El pacto social que origina al Estado establece que los individuos reconocen la autoridad y ceden un poco de su libertad a un gobierno, a cambio que éste regule la convivencia y brinde protección a la vida, la seguridad y los bienes de las personas. Este pacto da a las personas el carácter de ciudadanos, sujetos de derechos, pero también de obligaciones. El ciudadano tiene voz y voto en la vida pública. Los gobernantes llegan al poder a través del voto libre y secreto de los ciudadanos en su carácter de electores. Una vez que el gobernante asume el poder gobierna para todos los ciudadanos sin distingo de ningún tipo. Cualquier trato desigual que el gobernante haga se vuelve discriminación, violencia política o simplemente una injusticia.
En la toma de decisiones, el gobernante debe ser sabio y buscar los equilibrios.
Cualquier decisión tomada conlleva, un beneficiado y un afectado. Las decisiones se guiarán por la verdad y la justicia. La injusticia se da cuando los beneficiados o los afectados, deliberadamente siempre son los mismos, por conveniencias o por intereses particulares. El Estado y su gobierno deben velar por los intereses de todos, creando las condiciones para que cada persona, con respecto a su libertad tenga las condiciones para lograr su plenitud y trascendencia, es decir, su felicidad.
En otras palabras, el Estado y el gobierno deben buscar el bien común.
Aunque en el discurso se dice que se gobierna para todos, lo cierto es que cada administración tiene un grupo selecto quienes se ven beneficiados por la orientación de las políticas públicas y decisiones gubernamentales.
Cada administración tiene a sus amigos, esos a quienes Benito Juárez decía: “a los amigos justicia y gracia, para los enemigos la ley a secas”.
Durante la etapa del presidencialismo (1935 – 1997), el poder hegemónico lo ostentaba el PRI, los equilibrios se lograba favoreciendo durante un sexenio al empresariado y el siguiente a los trabajadores. Durante la llamada época neoliberal la orientación fue hacia el mercado, excluyendo a quienes el mismo mercado excluía. Sin embargo, estos sectores excluidos fueron atendidos con programas como Solidaridad, Progresa, Oportunidades, y Progresa. Actualmente el mensaje y acciones de gobierno se orientan a los seguidores de esta administración, los llamados “Chairos”. Sin embargo, la clase gubernamental es quien se ve beneficiada, adicionalmente los empresarios de siempre.
La clase gobernante y la burocracia resultan beneficiadas en perjuicio de la ciudadanía. Desde la óptica de la presente administración, el gobernar se reduce a la repartición de dadiva oficial, al estilo Robín Hood, compartir una pequeña parte del botín para hacer cómplice a ese pueblo “bueno y sabio” sin voz. Sin órganos autónomos de carácter ciudadano que regulen, y con un poder judicial y legislativo a modo, la clase gobernante puede hacer y deshacer a manos llenas. Cualquier voz disidente será acusada de traición a la patria y callada con el poder del Estado.

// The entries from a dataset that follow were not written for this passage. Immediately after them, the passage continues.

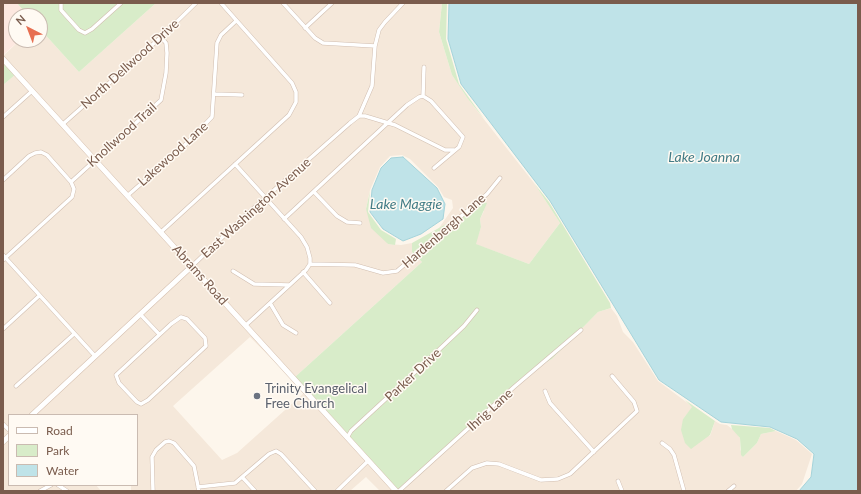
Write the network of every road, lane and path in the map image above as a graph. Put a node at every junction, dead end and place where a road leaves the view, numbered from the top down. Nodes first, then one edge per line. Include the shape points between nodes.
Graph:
1 (61, 3) edge
2 (120, 3) edge
3 (196, 3) edge
4 (221, 3) edge
5 (282, 3) edge
6 (332, 3) edge
7 (403, 3) edge
8 (236, 20) junction
9 (305, 28) junction
10 (161, 37) junction
11 (375, 46) junction
12 (3, 59) edge
13 (424, 67) dead end
14 (32, 91) junction
15 (215, 94) junction
16 (242, 95) dead end
17 (423, 96) junction
18 (359, 116) junction
19 (3, 117) edge
20 (63, 124) junction
21 (388, 124) junction
22 (454, 150) junction
23 (95, 160) junction
24 (235, 164) junction
25 (434, 168) dead end
26 (500, 178) dead end
27 (3, 180) edge
28 (71, 182) junction
29 (314, 192) junction
30 (127, 196) junction
31 (266, 198) junction
32 (284, 219) junction
33 (360, 223) dead end
34 (161, 232) junction
35 (4, 258) edge
36 (310, 264) junction
37 (192, 266) junction
38 (233, 272) dead end
39 (303, 272) junction
40 (289, 285) junction
41 (39, 296) junction
42 (270, 303) junction
43 (330, 303) dead end
44 (477, 310) dead end
45 (140, 314) junction
46 (246, 325) junction
47 (3, 329) edge
48 (581, 330) dead end
49 (296, 333) dead end
50 (74, 334) junction
51 (159, 334) junction
52 (95, 356) junction
53 (612, 376) dead end
54 (16, 386) dead end
55 (545, 391) dead end
56 (33, 414) edge
57 (347, 438) junction
58 (662, 443) dead end
59 (594, 452) junction
60 (368, 461) junction
61 (243, 478) junction
62 (618, 481) dead end
63 (49, 486) edge
64 (734, 486) dead end
65 (199, 489) edge
66 (447, 490) edge
67 (40, 491) edge
68 (153, 491) edge
69 (255, 491) edge
70 (315, 491) edge
71 (337, 491) edge
72 (396, 491) edge
73 (399, 491) edge
74 (622, 491) edge
75 (684, 491) edge
76 (728, 491) edge

1 - 2 street via 62,10 79,30 86,33
3 - 10 street, North Dellwood Drive
4 - 8 street
5 - 9 street
6 - 9 street
7 - 11 street via 382,25
8 - 15 street, Lakewood Lane via 219,38
8 - 24 street via 285,74 295,87 297,97 294,108 285,119
9 - 11 street via 323,43
10 - 20 street, North Dellwood Drive
10 - 23 street, Knollwood Trail via 166,43 167,53 161,100
11 - 18 street via 372,86
12 - 14 street, Abrams Road
13 - 17 street
14 - 19 street
14 - 20 street, Abrams Road
15 - 16 street
15 - 30 street, Lakewood Lane via 210,120
17 - 21 street via 409,104
17 - 22 street via 431,101 462,134 462,142
18 - 21 street
18 - 31 street, East Washington Avenue
20 - 23 street, Abrams Road
21 - 22 street via 403,127 445,150
21 - 29 street
22 - 25 street
23 - 28 street, Knollwood Trail
23 - 30 street, Abrams Road
24 - 31 street
24 - 34 street
26 - 36 street, Hardenbergh Lane via 494,188 478,203 397,270 383,273 355,265
27 - 28 street via 37,152 47,155
28 - 35 street via 74,194
29 - 32 street
29 - 33 street via 337,216 347,222
30 - 34 street, Abrams Road
31 - 32 street
31 - 37 street, East Washington Avenue
32 - 36 street via 305,243
34 - 37 street, Abrams Road
35 - 41 street
36 - 39 street
37 - 45 street, East Washington Avenue
37 - 46 street, Abrams Road
38 - 40 street via 254,284
39 - 40 street
39 - 43 street
40 - 42 street
41 - 47 street
41 - 50 street
42 - 46 street
42 - 49 street via 283,325
44 - 57 street, Parker Drive via 460,330 351,431
45 - 51 street
45 - 52 street, East Washington Avenue
46 - 57 street, Abrams Road
48 - 73 street, Ihrig Lane
50 - 52 street
50 - 54 street
51 - 51 street via 177,319 185,318 205,338 206,343 204,349 148,400 139,403 119,383 116,375
52 - 56 street, East Washington Avenue
53 - 59 street via 634,402 637,410
55 - 59 street via 550,403
57 - 60 street, Abrams Road
58 - 75 street via 674,455
59 - 66 street via 570,474 558,479 541,480 499,464 487,463 472,468
60 - 71 street
60 - 72 street, Abrams Road
61 - 65 street via 232,484
61 - 69 street
61 - 70 street via 269,454 276,451
62 - 74 street
63 - 67 street
64 - 76 street
65 - 68 street via 194,466 174,443 169,441 156,450 152,457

El gobierno actual, gobierna con objetivos electorales para una clientela electoral.
La parte de México, para la que esta administración gobierna, es la que suele llamar Pueblo: adultos mayores, jóvenes becarios, jóvenes aprendices, agricultores pobres, pequeños negocios familiares. Quienes no votan, simplemente no existen para este
Gobierno. En esta última clasificación tenemos a los niños, a los enfermos y a los sectores extremadamente marginados.
El universo de pueblo beneficiado o clientela electoral, tanto por los programas sociales como por inversiones públicas, que el presidente creó supera los 22 millones de personas, la quinta parte de la población.
La narrativa es que quien gobierna es el pueblo; y es el pueblo, quien sostiene en el poder a los políticos que los gobiernan. En los actuales gobiernos se repite, una y mil veces, que el pueblo manda. Sin embargo, muchas decisiones gubernamentales son contrarias al pueblo, aunque el pueblo aplauda.
¿Y la otra parte de mexicanos? En nuestro país, los pueblos indígenas siguen siendo excluidos de la construcción del Estado. La clase media representa el estrato no solo excluido, sino más atacado de este sexenio. La clase media es el sector más crítico y menos manipulable, lo que representa un problema para el gobernante. Todo se resume en la sabia frase de San Agustín: “Un gobierno sin Verdad y sin Justicia sería solo una banda de ladrones”.